Secure Access to Intranet Applications Through Thinfinity Workspace
Even as SaaS adoption accelerates, internal web applications—such as ERP systems, BI dashboards, and custom-built tools—continue to be mission-critical for daily operations. However, many of these applications lack support for modern authentication protocols like SAML or OAuth, relying instead on legacy login mechanisms. Traditionally, access to these systems has been facilitated through VPNs, which not only expose the internal network but also create a significant operational burden on IT teams.
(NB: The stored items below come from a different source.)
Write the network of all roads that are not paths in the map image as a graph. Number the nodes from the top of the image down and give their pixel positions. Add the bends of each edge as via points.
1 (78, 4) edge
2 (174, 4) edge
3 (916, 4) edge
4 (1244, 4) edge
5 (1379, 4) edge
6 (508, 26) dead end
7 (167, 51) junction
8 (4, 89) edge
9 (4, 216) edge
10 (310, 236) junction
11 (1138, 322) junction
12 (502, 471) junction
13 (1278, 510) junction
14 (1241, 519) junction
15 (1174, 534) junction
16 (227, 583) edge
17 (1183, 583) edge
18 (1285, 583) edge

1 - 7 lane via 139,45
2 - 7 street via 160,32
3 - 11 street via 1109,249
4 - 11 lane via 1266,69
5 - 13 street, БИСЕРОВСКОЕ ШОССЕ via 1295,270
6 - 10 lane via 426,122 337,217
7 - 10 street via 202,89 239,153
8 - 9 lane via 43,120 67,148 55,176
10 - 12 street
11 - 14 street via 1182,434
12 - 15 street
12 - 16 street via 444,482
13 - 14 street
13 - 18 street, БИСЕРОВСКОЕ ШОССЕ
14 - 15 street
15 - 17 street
Managing VPN endpoints, troubleshooting connectivity, and enforcing consistent access controls across distributed environments becomes increasingly complex and resource-intensive—especially in remote or hybrid work scenarios.
Thinfinity Workspace removes these barriers through:
- Identity Federation: Accepts SAML/OAuth assertions from cloud IdPs and maps them to internal AD or LDAP users.
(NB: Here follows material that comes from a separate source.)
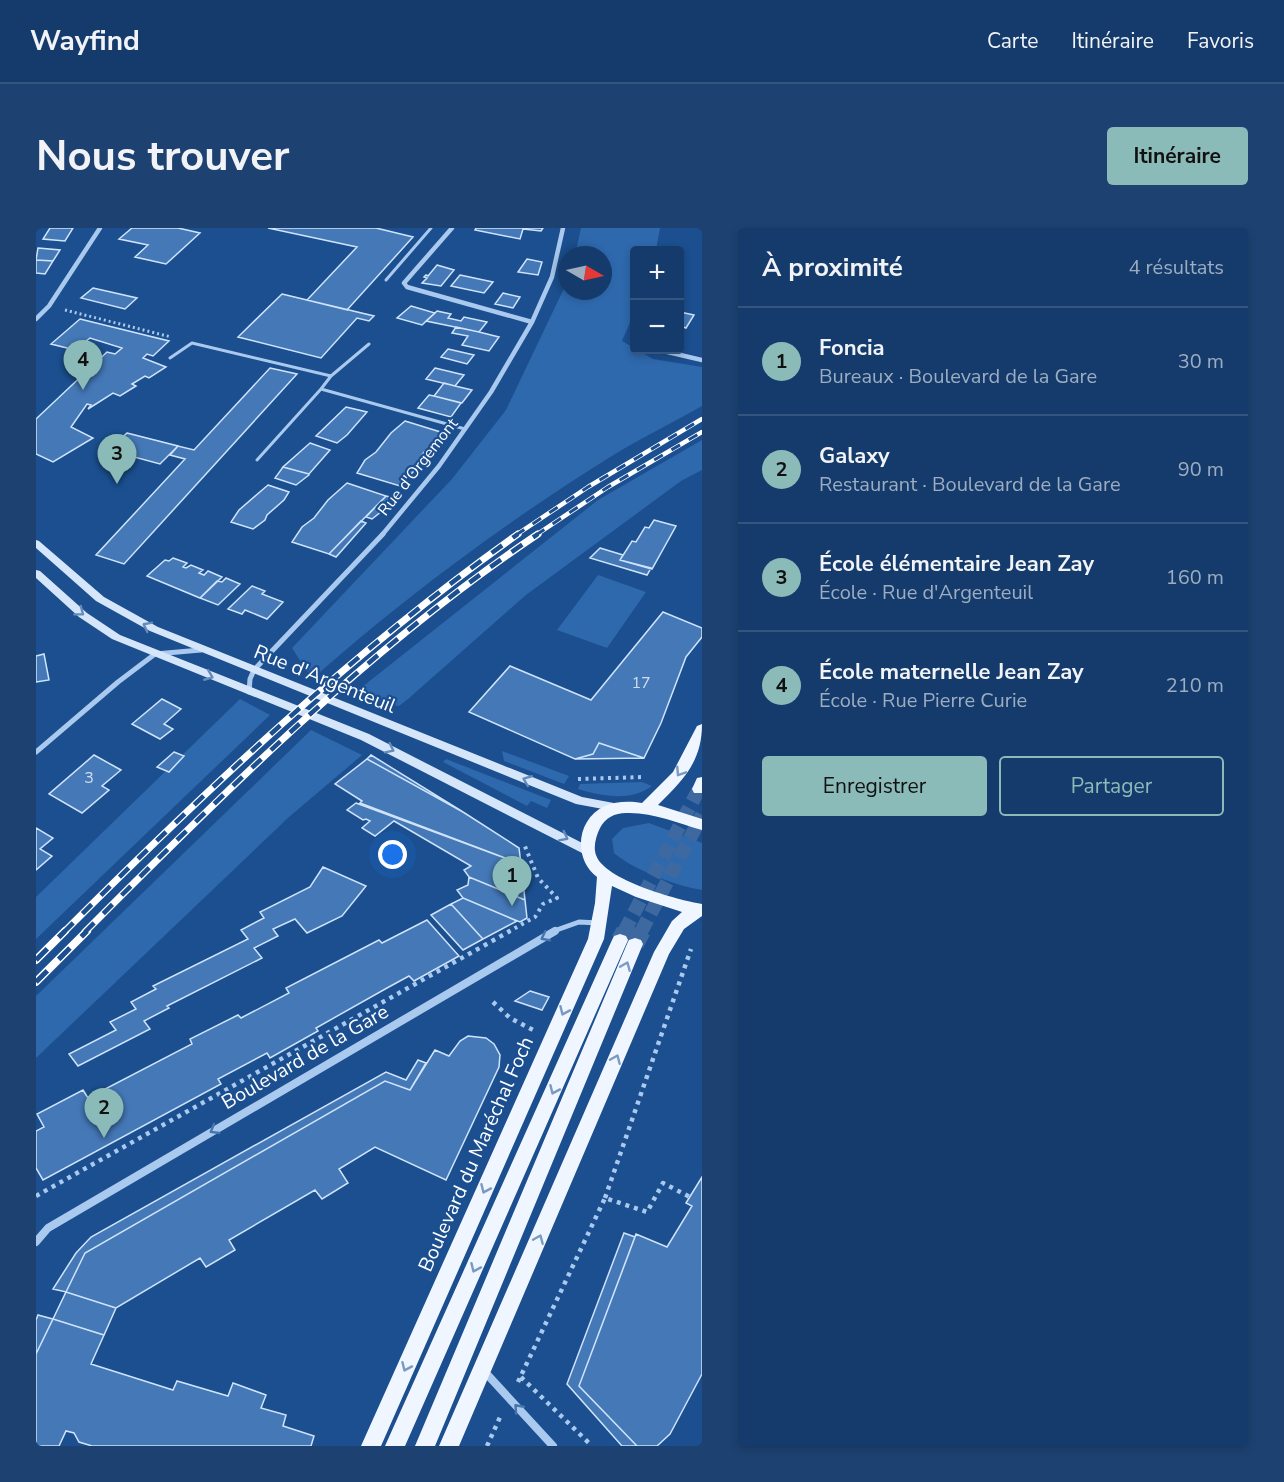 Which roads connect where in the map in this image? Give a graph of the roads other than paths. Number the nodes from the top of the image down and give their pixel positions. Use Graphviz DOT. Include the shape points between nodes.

- Proxy Access: Fronts legacy web apps that lack SSO support, creating a seamless user experience.
- Encrypted Sessions: Maintains secure cookies and supports session timeouts.
- Flexible MFA Support: Thinfinity Workspace supports native 2FA, integrates with legacy RADIUS-based MFA, and inherits MFA policies from external IdPs like Azure AD and Okta—ensuring secure, consistent authentication across all environments.
- Zero Trust Enforcement: Enforces policies based on user, device, and session context—with no network-level access required.
Benefits of Thinfinity’s IdP Brokering Approach
SaaS & Intranet Coverage
Supports cloud-first and hybrid environments with equal security.
Protocol Flexibility
Bridges OAuth 2.0, SAML 2.0, and OpenID Connect across all identity providers and application types.
Zero VPN Dependency
Eliminates outdated perimeter security with identity-driven access.
Centralized Audit & Control
Unifies role and policy enforcement across all systems—cloud or legacy.
Developer & Admin Friendly
Integrates with existing identity systems and application stacks, whether modern or legacy.
Conclusion
Thinfinity Workspace delivers a unified, Zero Trust approach to access management across your entire application landscape. Whether it’s SaaS platforms like Salesforce and Trello or internal dashboards protected by legacy systems, Thinfinity’s IdP brokering engine ensures secure, frictionless access based on identity—not location or network.
By leveraging modern authentication protocols, enforcing granular RBAC, and simplifying integration with both modern and legacy IdPs, Thinfinity becomes the central control plane for secure, scalable access across the enterprise.
Replace VPNs, reduce credential sprawl, and streamline access—with one platform.
FAQs
What is IdP brokering
IdP brokering is a middleware architecture where a central platform (like Thinfinity Workspace) mediates between Identity Providers (e.g., Azure AD, Okta) and applications. It enables users to authenticate once and access multiple SaaS or on-premise apps securely.
How do I enable SSO for both SaaS and internal apps?
With Thinfinity Workspace, you configure your identity provider (e.g., Okta or Azure AD) and connect your applications—Thinfinity handles protocol translation, authentication flows, and session management across SaaS and intranet apps.
Which SaaS apps can I secure with Thinfinity?
Thinfinity integrates with any SaaS app supporting SAML or OAuth, including:
- Salesforce
- Zoho CRM
- Asana
- Trello
- Jira
- Monday.com
- GitHub Enterprise
- Google Workspace
Can Thinfinity replace my VPN?
Yes. Thinfinity enables browser-based, identity-aware access to internal applications—completely removing the need for traditional VPNs while enhancing security through Zero Trust principles.
Does Thinfinity support legacy applications?
Yes. Even if your internal apps don’t support modern protocols like SAML, Thinfinity can front them with a secure session, map user identities, and apply RBAC without requiring any code changes.